Yeah Solarpunk and Hopepunk are the two big offenders, at least earlier variations could lean in to the dystopian, anti-establisment vibe of "punk" aesthetic - solarpunk takes it to utopianism abd a complete inversion of the Punk label
 


D&D isn't Victorian? Tell that to this guy's handlebar moustache:


Is that an Art Nouveau buckle I see? Anyway, D&D might not be explicitly steampunk, but it's a whole lot closer to that than its Lord of the Rings roots.
I would that it really has no specific LotR roots, Lord of the Ring is one of many well springs whose waters fed the thing that is D&D. Every new editions and often within editions in setting books D&D reach out into the pop culture fantasy mind share and grabbed something or several somethings and added them to D&D.
So, there is some Middle Earth, and planetary romances, sword and sorcery, martial arts movies, westerns and the list goes on and on and new stuff gets added all the time.
 

Of the settings, Eberron has the most potential to be punk. I run it a lot like a cyberpunk game, actually. It has emergent tech disrupting society, megacorporations monopolizing that tech, and the protagonists are usually a motley crew of ne'er do wells getting on the wrong side of those megacorps and governments, which unearthing dangerous knowledge.
Eberron is explicitly punk, and a case could be made for Dark Sun, but those settings are "punk" in contrast to the default assumption of D&D which hovers somewhere undefined between Greyhawk, Mystara, Forgotten Realms and Dragonlance.
 


D&D isn't Victorian? Tell that to this guy's handlebar moustache:
The Handlebar Moustache's earliest appearance is in art from Iron Age Celts (the iron age of course being 1500 to 500 BCE).

But even if the handlebar moustache was "Victorian" that still doesn't make it Victoriana. It just means that the artist (and whomever commissioned the art) doesn't know, or just doesn't care, about ensuring perfect "Medieval" authenticity. Which is good. Because D&D has -NEVER- been about perfect medieval authenticity.

With clothing styles ranging from the Iron Age to the late 1700s, Full Plate and the use of Slings being contemporary to each other, and the presence of FREAKING DRAGONS AND MAGIC it very much isn't, nor has it ever been, medieval fantasy.

Of course, neither was the Lord of the Rings, in truth. Which combined concepts from many different eras together in order to battle against machination and industry.

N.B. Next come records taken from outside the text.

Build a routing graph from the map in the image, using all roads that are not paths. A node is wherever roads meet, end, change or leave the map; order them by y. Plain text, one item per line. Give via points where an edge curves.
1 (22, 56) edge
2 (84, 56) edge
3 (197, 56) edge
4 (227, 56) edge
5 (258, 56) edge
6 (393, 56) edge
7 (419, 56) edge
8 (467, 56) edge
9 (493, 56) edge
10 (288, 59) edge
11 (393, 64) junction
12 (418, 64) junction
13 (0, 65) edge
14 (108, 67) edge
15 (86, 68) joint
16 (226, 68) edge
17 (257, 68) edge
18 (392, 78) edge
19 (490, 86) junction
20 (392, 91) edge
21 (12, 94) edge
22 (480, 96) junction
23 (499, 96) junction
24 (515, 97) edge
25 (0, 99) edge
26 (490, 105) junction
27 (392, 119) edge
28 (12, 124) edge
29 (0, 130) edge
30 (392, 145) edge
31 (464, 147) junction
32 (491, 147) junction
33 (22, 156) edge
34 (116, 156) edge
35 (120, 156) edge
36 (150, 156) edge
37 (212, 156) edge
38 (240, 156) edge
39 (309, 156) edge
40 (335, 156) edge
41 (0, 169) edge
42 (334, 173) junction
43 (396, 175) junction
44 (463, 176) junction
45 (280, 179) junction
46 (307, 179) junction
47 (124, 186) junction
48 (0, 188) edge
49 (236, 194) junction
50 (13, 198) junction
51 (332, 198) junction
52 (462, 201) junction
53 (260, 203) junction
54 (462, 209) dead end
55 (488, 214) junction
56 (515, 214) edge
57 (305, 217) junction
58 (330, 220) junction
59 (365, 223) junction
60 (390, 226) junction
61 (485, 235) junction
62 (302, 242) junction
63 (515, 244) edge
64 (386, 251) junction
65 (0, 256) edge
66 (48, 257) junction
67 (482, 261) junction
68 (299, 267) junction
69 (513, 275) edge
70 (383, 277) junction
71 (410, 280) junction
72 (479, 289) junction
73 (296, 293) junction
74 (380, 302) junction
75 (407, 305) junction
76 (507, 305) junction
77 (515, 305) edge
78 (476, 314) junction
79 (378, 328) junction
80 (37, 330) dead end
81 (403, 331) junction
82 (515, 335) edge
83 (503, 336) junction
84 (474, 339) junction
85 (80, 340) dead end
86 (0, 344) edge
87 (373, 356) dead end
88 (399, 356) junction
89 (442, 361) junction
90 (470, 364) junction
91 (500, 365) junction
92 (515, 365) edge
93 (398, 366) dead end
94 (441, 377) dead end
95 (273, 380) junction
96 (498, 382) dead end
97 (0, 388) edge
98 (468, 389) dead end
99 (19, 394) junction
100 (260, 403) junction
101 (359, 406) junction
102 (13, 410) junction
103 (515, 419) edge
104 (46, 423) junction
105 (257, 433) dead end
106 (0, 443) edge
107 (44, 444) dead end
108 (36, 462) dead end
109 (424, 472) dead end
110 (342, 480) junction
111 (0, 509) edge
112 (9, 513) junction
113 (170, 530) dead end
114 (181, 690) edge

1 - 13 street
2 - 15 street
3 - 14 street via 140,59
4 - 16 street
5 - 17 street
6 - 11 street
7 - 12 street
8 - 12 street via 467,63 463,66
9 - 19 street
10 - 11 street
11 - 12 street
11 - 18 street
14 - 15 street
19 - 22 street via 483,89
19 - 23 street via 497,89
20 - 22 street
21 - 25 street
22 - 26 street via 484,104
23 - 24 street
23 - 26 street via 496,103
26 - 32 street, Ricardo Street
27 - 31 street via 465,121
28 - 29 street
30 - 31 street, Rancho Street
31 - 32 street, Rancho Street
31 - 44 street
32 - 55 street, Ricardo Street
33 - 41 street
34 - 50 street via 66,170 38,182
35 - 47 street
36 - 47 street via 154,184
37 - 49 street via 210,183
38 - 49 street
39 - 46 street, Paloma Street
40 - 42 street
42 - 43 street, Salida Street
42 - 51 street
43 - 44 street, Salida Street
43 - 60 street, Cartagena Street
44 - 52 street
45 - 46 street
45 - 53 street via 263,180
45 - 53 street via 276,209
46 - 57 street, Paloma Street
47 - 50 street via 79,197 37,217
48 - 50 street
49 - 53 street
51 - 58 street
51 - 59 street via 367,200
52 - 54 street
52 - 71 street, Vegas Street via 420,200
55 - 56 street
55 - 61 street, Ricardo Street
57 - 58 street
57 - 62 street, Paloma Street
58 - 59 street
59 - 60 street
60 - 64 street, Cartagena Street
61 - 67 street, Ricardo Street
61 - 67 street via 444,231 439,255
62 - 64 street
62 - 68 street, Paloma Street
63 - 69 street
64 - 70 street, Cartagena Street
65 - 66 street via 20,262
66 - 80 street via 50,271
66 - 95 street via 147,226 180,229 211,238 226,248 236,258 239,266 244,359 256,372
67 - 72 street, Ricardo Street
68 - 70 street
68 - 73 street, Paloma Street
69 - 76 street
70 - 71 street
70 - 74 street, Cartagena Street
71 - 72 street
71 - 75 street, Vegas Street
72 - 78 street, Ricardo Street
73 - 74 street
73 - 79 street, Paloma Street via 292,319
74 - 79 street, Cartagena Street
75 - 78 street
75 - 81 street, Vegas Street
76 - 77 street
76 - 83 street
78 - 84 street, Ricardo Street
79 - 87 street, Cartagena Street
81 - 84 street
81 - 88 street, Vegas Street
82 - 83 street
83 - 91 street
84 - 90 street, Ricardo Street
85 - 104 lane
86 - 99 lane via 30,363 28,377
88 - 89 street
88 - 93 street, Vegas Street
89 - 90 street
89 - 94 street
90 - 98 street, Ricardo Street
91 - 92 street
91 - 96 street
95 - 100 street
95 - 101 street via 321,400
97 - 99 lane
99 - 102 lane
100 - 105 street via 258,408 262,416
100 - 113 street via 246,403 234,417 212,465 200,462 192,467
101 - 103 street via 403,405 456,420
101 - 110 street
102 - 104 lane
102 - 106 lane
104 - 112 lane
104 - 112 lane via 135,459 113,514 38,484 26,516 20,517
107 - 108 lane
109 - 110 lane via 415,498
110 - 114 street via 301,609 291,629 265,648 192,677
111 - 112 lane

D&D is not "Closer" to Steampunk than it is to Lord of the Rings. It's its own thing that takes bits and bobs from other genres and concepts and periods that it likes and mashes them all together into something new. It's Kitchen Sink or Katamari Damacy Fantasy.

Not Steampunk.

Having a handful of Victorian-Era items or fashions in it presented as contemporary to Iron and Dark Age and Renaissance technologies, social structures, and fashions doesn't make it Steampunk.

I think the issue is you're approaching it wanting one thing and getting a whole lot of "Else" and then trying to square the circle.
 

Since D&D went officially multiverse, it's anything and any time you want it to be.

It's only a matter of time before they add Metroville, a land where current technology exists. ;)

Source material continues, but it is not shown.